A favor de una altitud, ya mencionada, bastante considerable; de una humedad abundante (ríos Ara y Sorrosal, barrancos, fuentes); de una orientación general S-SE, y de un terreno (de escabroso y desigual lo califica el Madoz) bueno en general, el término de Fragén se muestra especialmente frondoso y verde. Hay árboles de hoja perenne, pero también y muy abundantes, de hoja caduca, sean frutales o especies de ribera; descuellan los arbustos de muy variadas especies que llegan a formar verdaderas selvas de mayor o menor extensión; campos, huertos y muchos prados completan el paisaje. Esta naturaleza propiciará, en primer lugar, la ganadería de lanar y especialmente de cabrío; explica porqué en época no muy antigua estuvieran presentes los osos y otras alimañas; y, finalmente, lucirá una verdadera maraña de troncos, ramas, hojas, zarzas, maleza, depósitos y arrastres orgánicos.

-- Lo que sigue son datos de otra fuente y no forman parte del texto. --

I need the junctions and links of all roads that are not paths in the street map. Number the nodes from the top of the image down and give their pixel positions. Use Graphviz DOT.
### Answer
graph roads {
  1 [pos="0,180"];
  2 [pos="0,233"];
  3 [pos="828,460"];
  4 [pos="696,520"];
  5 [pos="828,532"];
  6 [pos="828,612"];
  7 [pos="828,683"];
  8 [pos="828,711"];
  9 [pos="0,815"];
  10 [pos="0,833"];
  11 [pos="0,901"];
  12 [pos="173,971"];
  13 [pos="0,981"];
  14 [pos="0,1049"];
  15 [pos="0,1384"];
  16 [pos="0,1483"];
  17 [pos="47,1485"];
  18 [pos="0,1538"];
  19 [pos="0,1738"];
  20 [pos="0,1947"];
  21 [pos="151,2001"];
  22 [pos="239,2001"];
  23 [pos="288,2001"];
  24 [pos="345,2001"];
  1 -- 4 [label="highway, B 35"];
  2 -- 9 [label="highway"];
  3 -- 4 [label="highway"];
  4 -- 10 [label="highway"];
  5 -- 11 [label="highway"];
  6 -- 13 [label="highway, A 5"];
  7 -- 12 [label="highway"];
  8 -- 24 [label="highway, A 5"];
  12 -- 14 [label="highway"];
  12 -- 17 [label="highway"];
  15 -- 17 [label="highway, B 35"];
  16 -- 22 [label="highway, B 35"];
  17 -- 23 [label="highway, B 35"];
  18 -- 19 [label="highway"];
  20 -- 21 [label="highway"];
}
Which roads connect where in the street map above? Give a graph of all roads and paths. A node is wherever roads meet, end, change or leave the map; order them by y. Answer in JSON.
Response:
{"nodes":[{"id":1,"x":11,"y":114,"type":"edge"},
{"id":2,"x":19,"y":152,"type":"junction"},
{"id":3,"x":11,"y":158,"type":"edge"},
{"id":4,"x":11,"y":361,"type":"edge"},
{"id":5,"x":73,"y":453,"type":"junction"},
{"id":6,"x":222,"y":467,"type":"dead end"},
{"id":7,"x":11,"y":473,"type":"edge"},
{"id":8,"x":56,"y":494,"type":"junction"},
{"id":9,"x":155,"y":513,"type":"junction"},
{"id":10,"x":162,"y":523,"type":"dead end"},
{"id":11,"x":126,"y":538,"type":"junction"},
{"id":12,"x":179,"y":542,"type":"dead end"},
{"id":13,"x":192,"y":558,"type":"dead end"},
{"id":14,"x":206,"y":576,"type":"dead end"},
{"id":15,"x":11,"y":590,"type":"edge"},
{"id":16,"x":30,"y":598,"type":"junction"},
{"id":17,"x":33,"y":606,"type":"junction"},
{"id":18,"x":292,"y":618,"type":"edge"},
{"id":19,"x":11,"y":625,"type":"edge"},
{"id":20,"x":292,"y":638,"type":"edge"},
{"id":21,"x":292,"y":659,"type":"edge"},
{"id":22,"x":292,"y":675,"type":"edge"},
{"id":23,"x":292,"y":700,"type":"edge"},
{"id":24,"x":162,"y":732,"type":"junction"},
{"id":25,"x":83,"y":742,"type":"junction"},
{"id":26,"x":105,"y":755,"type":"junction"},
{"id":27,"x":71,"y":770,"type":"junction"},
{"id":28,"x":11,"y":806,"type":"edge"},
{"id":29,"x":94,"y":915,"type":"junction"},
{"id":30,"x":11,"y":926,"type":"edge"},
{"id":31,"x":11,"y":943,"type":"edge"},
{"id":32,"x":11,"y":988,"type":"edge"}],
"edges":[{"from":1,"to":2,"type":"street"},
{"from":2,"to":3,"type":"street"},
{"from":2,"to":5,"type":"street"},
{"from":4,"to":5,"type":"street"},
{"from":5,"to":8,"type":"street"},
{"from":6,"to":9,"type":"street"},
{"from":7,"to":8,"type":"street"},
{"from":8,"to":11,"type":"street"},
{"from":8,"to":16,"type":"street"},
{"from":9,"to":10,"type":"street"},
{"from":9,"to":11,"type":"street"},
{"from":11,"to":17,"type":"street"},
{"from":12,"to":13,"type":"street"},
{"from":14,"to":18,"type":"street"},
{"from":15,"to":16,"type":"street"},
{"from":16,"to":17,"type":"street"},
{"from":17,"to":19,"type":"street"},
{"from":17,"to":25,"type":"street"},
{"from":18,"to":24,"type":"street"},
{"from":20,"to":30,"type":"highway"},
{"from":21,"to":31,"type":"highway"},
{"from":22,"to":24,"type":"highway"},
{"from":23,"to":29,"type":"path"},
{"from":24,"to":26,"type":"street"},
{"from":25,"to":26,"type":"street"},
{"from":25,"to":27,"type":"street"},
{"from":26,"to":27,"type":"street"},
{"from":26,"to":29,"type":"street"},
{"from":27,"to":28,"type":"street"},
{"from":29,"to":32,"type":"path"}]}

A todos estos elementos se refiere con profusión y detalle el topónimo Fragén.

Fraxen o Fragén tiene una /f/ inicial que, según la fonética de lengua ibérica -que no tenía signo para esta consonante-, sólo puede proceder de la oclusiva bilabial sorda /p/, la cual da /f/ a través de la aspirada /ph/. Después, la sílaba inicial fra- resulta de la elipsis de vocal /a/ tras la oclusiva /ph/ seguida aquélla de /r/ y de igual vocal, esto es, de phara > fara > fra. Por último, la forma Fraxén contiene una /x/ que representa la fricativa velar sorda /j/, esto es, frajén. En conclusión, necesitamos dos voces ibéricas tales que para o phara o pharas, la primera, y jen o gen, la segunda. Y las tenemos exactas y precisas en forma y significado. El Diccionario Retana de Autoridades nos presenta la voz farras (variantes farrast y farraska) que significa “acumulación de hojas secas, hierbas, palos, basuras, etc”; además, la voz jen, “producirse algo en un terreno”. Farras + jen enlazan con elipsis al final del primer término: farra(s)jen; la mencionada síncopa de vocal tras oclusiva, f(a)rra o f(a)ra, nos conduce a frajén. El significado de Frajén, trabajosamente obtenido en un esfuerzo sólo exitoso con el dominio de la lengua ibérica, es el siguiente: “El terreno que produce acumulación de hojas secas, hierbas, palos, maleza, espesuras y basuras”.